The ASEAN Summit in Singapore did little to progress the South China Sea dispute. A solution agreeable to both parties must come in the near future.
The South China Sea dispute looked set to feature prominently in the 32nd ASEAN Leaders Summit in Singapore. The world watched, expecting ASEAN to outline its formal position. But when the Chairman’s Statement came, it offered little in the way of progress.
On April 20th, ASEAN officials created a Zero Draft Statement on the dispute. The statement included seven points for a possible ASEAN response to Chinese aggression. They included reaffirming the commitment to freedom of navigation and conducting “candid discussions”. The Zero Draft Statement called for the “full respect for legal and diplomatic processes”.
However, six of the seven points were deleted
The wording of the Zero Draft Statement received 16 interventions from ASEAN members. Cambodia lodged the most complaints with the draft, filing seven interventions. The Philippines lodged three. Vietnam and Malaysia filed two each.
Only one point from the Zero Draft Statement featured in the summit’s Chairman’s Statement. There was no mention to the Arbitral Tribunal or the pursuit of legal proceedings. The deletion of the six points was in the interest of consensus. But in seeking a consensus, ASEAN stripped away at the potency of the message. The result was a subdued response to aggressive Chinese militarisation.
Beijing is increasing its military presence in the region
China’s militarisation of the Spratly and Paracel Islands has been relentless. It created seven man-made, heavily fortified islands. The islands feature defence measures including deep-water piers and military-grade airfields. The most recent addition to the defences was state-of-the-art communications jamming equipment.
Beijing is also in the midst of a campaign of military modernisation. It is in the process of integrating stealth fighters into its air fleet. It is also constructing a second aircraft carrier. In March, Beijing sent fighter jets, with bombers, on training exercises over the South China Sea. A spokesman for the Chinese government labelled the exercises, “rehearsals for future wars”.
Another recent military exercise saw 40 ships carry out naval drills in the South China Sea. This is a significant escalation. The scale of the drills was a signal that Beijing was not only using its fleet of ships garrisoned in the East. China brought vessels in from the north and south to join the exercise.
There are also signs of further militarisation in the future. China has installed positions for surface-to-air missiles and anti-ship missiles. Beijing has not deployed the missiles to the Spratly Islands yet, but the facilities are now in place.
China’s military build-up in the South China Sea violates international law
China’s military presence on the islands is in direct violation of international law. In 2013, the Permanent Court of Arbitration (PCA) declared that Beijing cannot claim sovereignty over the disputed region. It stated that China’s military build-up was in breach of the sovereign rights of the Philippines. As both the Philippines and China are signatories to the United Nations Convention on the Law of the Sea Treaty (UNCLoS), the PCA ruling is legally binding. China’s military constructions in the Spratly Islands are illegal under international law.

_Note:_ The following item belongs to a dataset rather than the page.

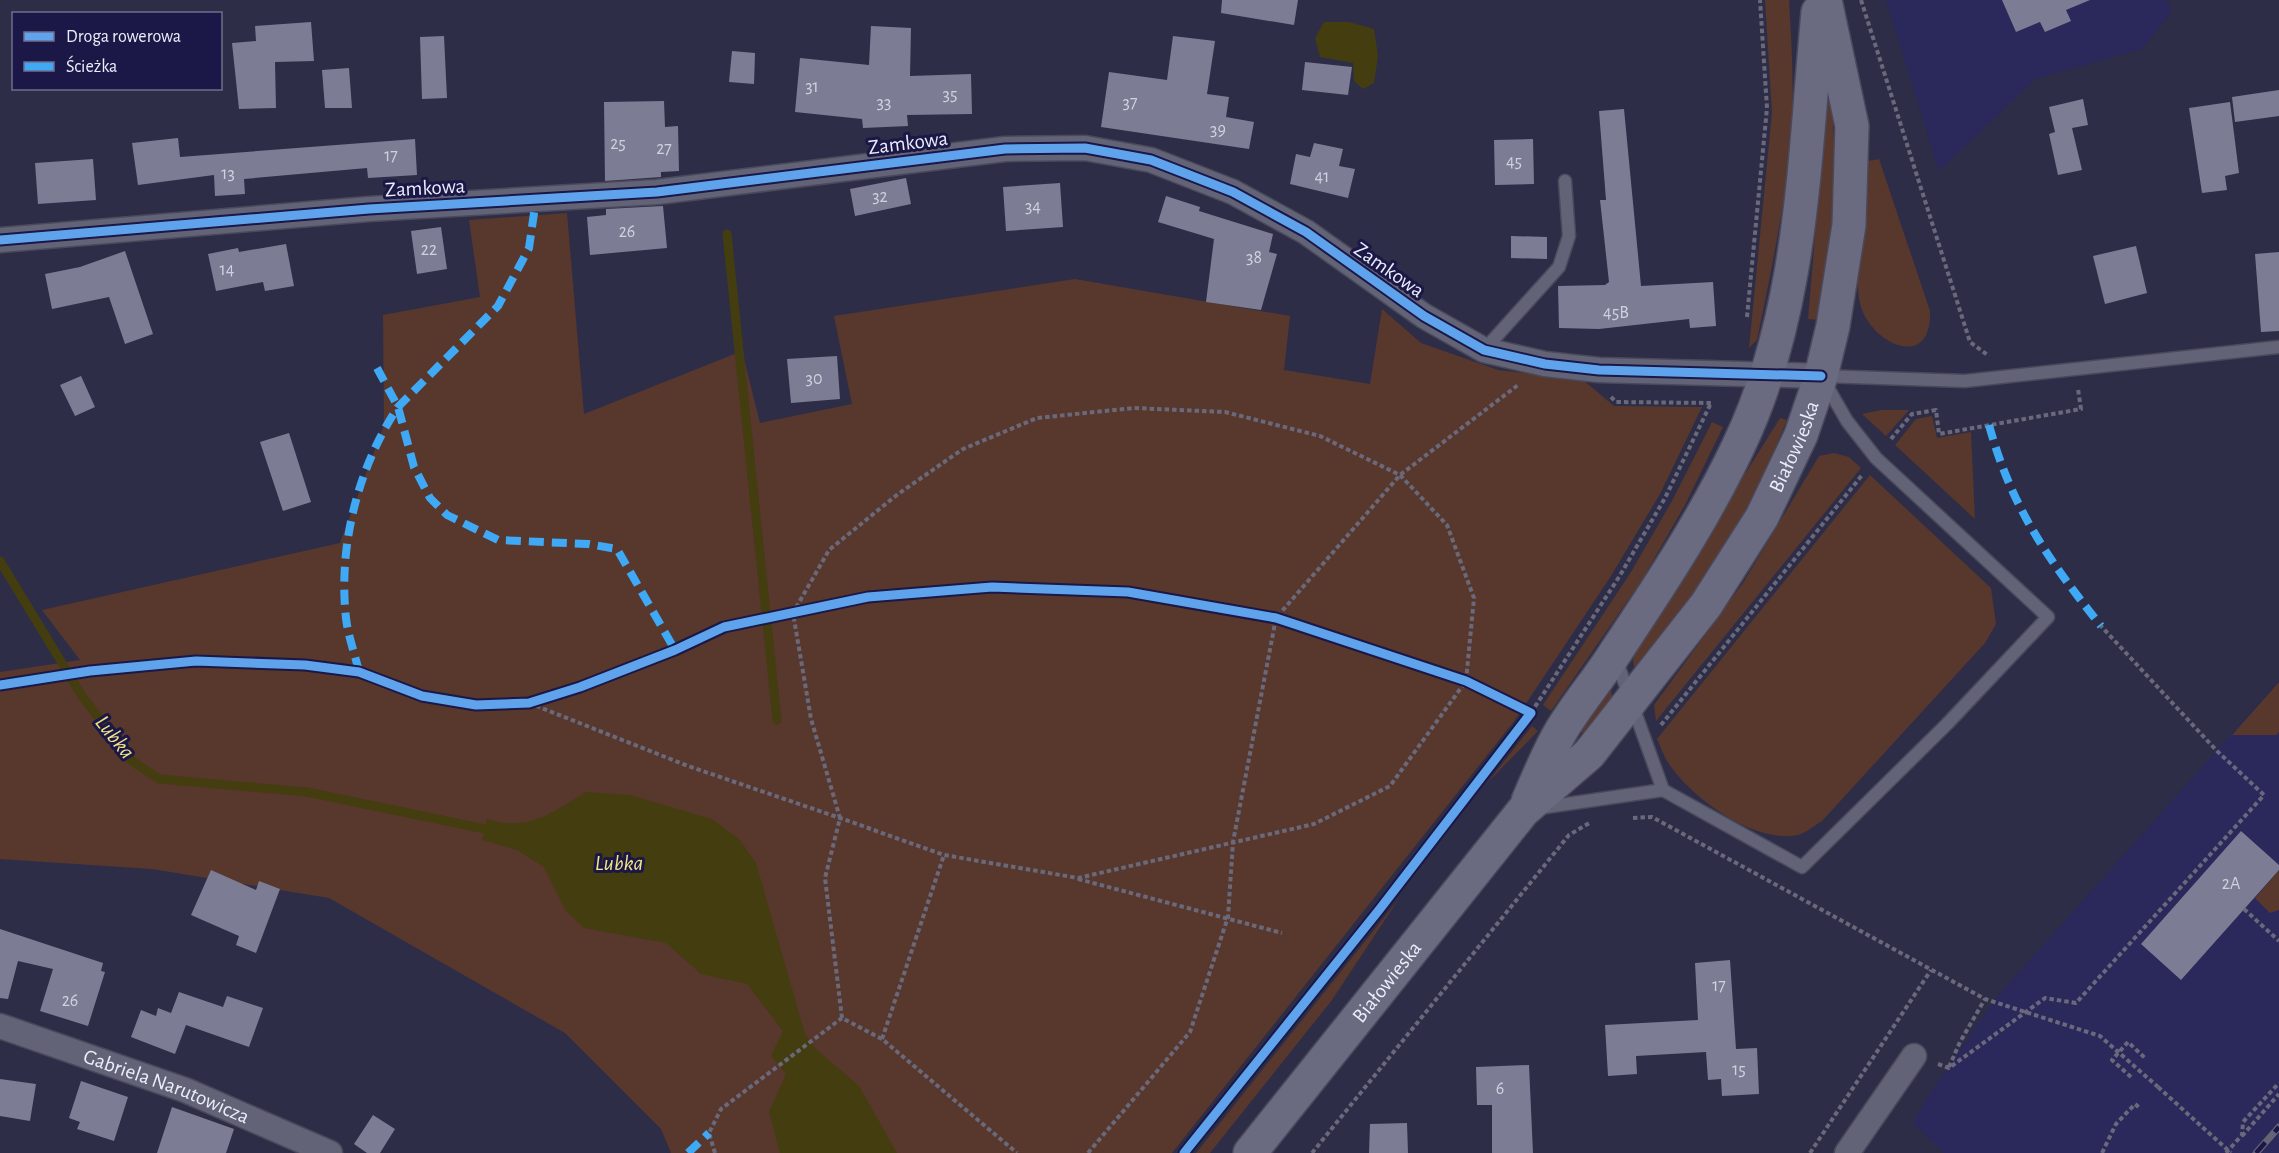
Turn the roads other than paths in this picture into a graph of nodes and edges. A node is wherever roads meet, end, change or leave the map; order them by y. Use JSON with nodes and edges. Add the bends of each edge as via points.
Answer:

However, there are no enforcement mechanisms in place for the PCA ruling. The US and Russia have ignored the UNCLoS in the past. There is no enthusiasm to press China’s compliance from the global superpowers.
ASEAN has a troubling question at hand. It must find a solution to prevent further Chinese military aggression. But how can it do that when Beijing has already expressed contempt for international law?
A legally binding Code of Conduct would be a solid foundation
ASEAN leaders have agreed to work together to devise a Code of Conduct (CoC) regarding the South China Sea. Singapore’s Prime Minister Lee Hsien Loong reported that the CoC negotiations started in March.
If the CoC is legally binding, it could provide a set of regulations to dictate marine conduct in the region. China has often declared it does not honour the PCA ruling. The CoC must devise another set of legal boundaries for its foundation.
The code’s objective should be clear: to de-escalate tensions. This is the only way all parties could agree to its content and find common ground. A CoC cannot include territorial disputes within its scope. It should only pertain to maritime conduct. It must also clearly define militarisation and the CoC’s geographical boundaries. Finally, there must be a mechanism for enforcement. This was where the PCA ruling fell. It had no scope for enforcement and allowed China to disregard the ruling.
The enforcement of the ruling could be the largest source of disagreement. To make the agreement enforceable, ASEAN will likely have to involve third parties. The bloc does not have the military might to deter Chinese militarisation alone. The inclusion of the international community could occur as an enforcement mechanism. This will be difficult for China to accept.
But it is in both parties’ interests to find common ground and devise a CoC. Neither China nor ASEAN wants to see international players involved in the dispute. For China, it runs the risk of military confrontation with the US. For ASEAN, its inability to solve a dispute in its waters would undermine its relevance.
The road to a Code of Conduct will be long. A rushed and incomplete document would be ineffective. It will also undermine ASEAN’s relevance. The door would then be open to foreign interference, which would benefit nobody.
Meticulous rounds of negotiation and carefully worded clauses will take time. But both parties have a common objective: to keep the dispute confined to ASEAN and China. This will be a starting point down the road to stability.